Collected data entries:
------------------------------
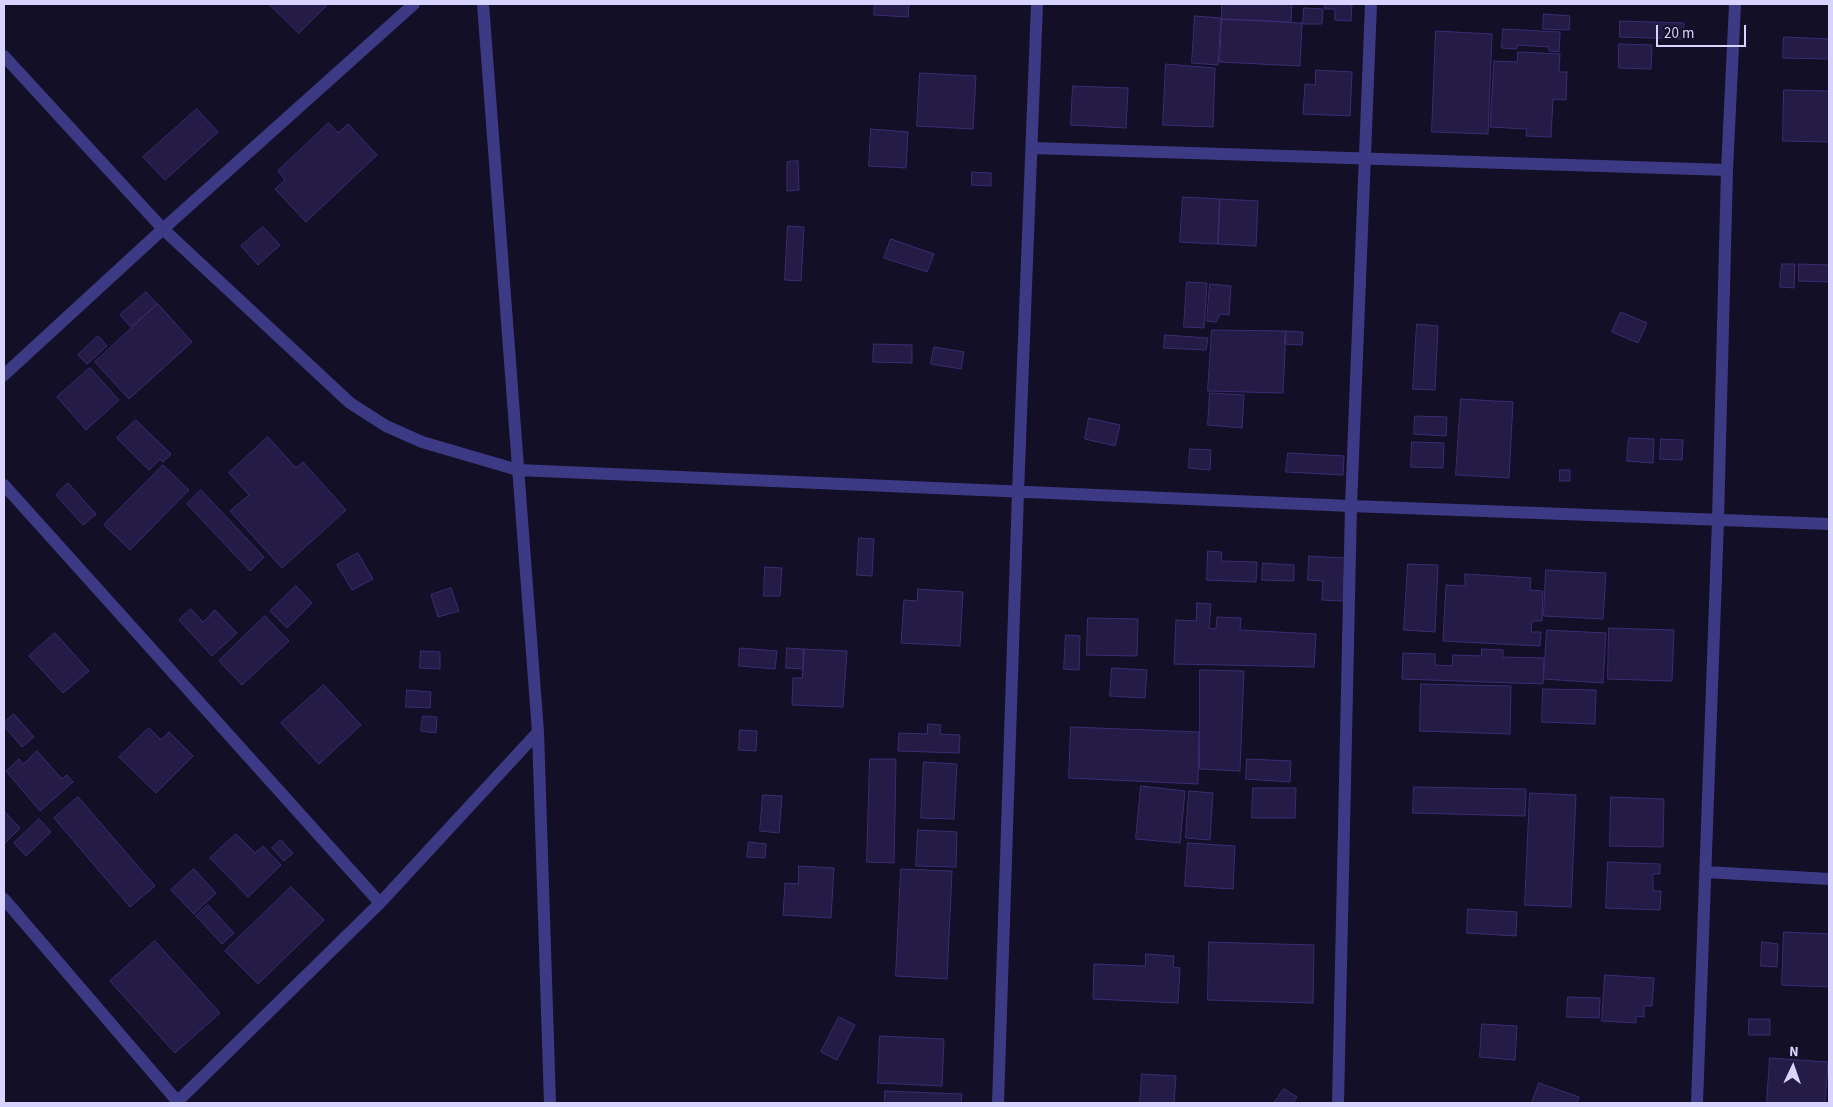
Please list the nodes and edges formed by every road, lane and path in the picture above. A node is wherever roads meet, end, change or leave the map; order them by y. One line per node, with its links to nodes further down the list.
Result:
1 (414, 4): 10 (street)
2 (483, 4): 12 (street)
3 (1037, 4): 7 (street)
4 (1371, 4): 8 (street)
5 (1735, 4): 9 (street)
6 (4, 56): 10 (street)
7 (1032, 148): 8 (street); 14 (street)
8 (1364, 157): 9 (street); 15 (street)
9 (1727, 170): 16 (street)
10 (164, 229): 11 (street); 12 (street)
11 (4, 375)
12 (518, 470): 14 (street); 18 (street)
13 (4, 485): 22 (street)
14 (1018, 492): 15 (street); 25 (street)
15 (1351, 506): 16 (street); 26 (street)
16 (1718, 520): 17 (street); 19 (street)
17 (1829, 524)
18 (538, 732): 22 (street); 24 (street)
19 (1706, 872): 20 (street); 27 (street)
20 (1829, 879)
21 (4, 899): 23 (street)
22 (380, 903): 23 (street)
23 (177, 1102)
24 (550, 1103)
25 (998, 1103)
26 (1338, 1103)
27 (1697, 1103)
------------------------------
WHAT TO DO: Reproduce the records exactly, images excluded.

TASK OUTPUT:
Please list the nodes and edges formed by every road, lane and path in the picture above. A node is wherever roads meet, end, change or leave the map; order them by y. One line per node, with its links to nodes further down the list.
Result:
1 (414, 4): 10 (street)
2 (483, 4): 12 (street)
3 (1037, 4): 7 (street)
4 (1371, 4): 8 (street)
5 (1735, 4): 9 (street)
6 (4, 56): 10 (street)
7 (1032, 148): 8 (street); 14 (street)
8 (1364, 157): 9 (street); 15 (street)
9 (1727, 170): 16 (street)
10 (164, 229): 11 (street); 12 (street)
11 (4, 375)
12 (518, 470): 14 (street); 18 (street)
13 (4, 485): 22 (street)
14 (1018, 492): 15 (street); 25 (street)
15 (1351, 506): 16 (street); 26 (street)
16 (1718, 520): 17 (street); 19 (street)
17 (1829, 524)
18 (538, 732): 22 (street); 24 (street)
19 (1706, 872): 20 (street); 27 (street)
20 (1829, 879)
21 (4, 899): 23 (street)
22 (380, 903): 23 (street)
23 (177, 1102)
24 (550, 1103)
25 (998, 1103)
26 (1338, 1103)
27 (1697, 1103)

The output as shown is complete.